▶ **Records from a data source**
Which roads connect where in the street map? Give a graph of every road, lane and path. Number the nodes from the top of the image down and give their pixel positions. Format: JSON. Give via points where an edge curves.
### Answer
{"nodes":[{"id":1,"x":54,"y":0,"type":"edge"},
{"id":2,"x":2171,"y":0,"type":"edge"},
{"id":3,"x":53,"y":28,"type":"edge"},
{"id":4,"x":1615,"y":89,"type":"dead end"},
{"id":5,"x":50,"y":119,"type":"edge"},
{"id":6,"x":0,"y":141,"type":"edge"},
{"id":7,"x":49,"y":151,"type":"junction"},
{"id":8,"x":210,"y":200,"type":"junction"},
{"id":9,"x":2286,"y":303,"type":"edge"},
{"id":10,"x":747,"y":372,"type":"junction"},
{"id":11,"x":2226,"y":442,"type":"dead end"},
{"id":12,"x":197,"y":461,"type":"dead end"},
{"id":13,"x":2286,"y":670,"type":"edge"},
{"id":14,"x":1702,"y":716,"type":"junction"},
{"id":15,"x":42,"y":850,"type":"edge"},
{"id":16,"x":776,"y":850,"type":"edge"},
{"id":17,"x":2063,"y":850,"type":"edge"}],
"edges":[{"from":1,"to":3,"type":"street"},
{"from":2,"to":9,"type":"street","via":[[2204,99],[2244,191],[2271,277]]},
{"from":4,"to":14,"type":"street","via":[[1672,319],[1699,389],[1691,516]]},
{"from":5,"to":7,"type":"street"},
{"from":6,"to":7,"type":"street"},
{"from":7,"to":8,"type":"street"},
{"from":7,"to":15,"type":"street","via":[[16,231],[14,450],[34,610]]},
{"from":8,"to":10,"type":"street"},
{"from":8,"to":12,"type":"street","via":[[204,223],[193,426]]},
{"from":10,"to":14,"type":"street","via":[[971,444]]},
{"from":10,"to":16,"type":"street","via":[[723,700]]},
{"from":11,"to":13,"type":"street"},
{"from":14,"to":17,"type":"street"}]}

▶ **PROBLEM STATEMENT**
Go through the records above, find each line with the string "junction", and copy it.

▶ **OUTPUT OF THE EXERCISE**
{"id":7,"x":49,"y":151,"type":"junction"},
{"id":8,"x":210,"y":200,"type":"junction"},
{"id":10,"x":747,"y":372,"type":"junction"},
{"id":14,"x":1702,"y":716,"type":"junction"},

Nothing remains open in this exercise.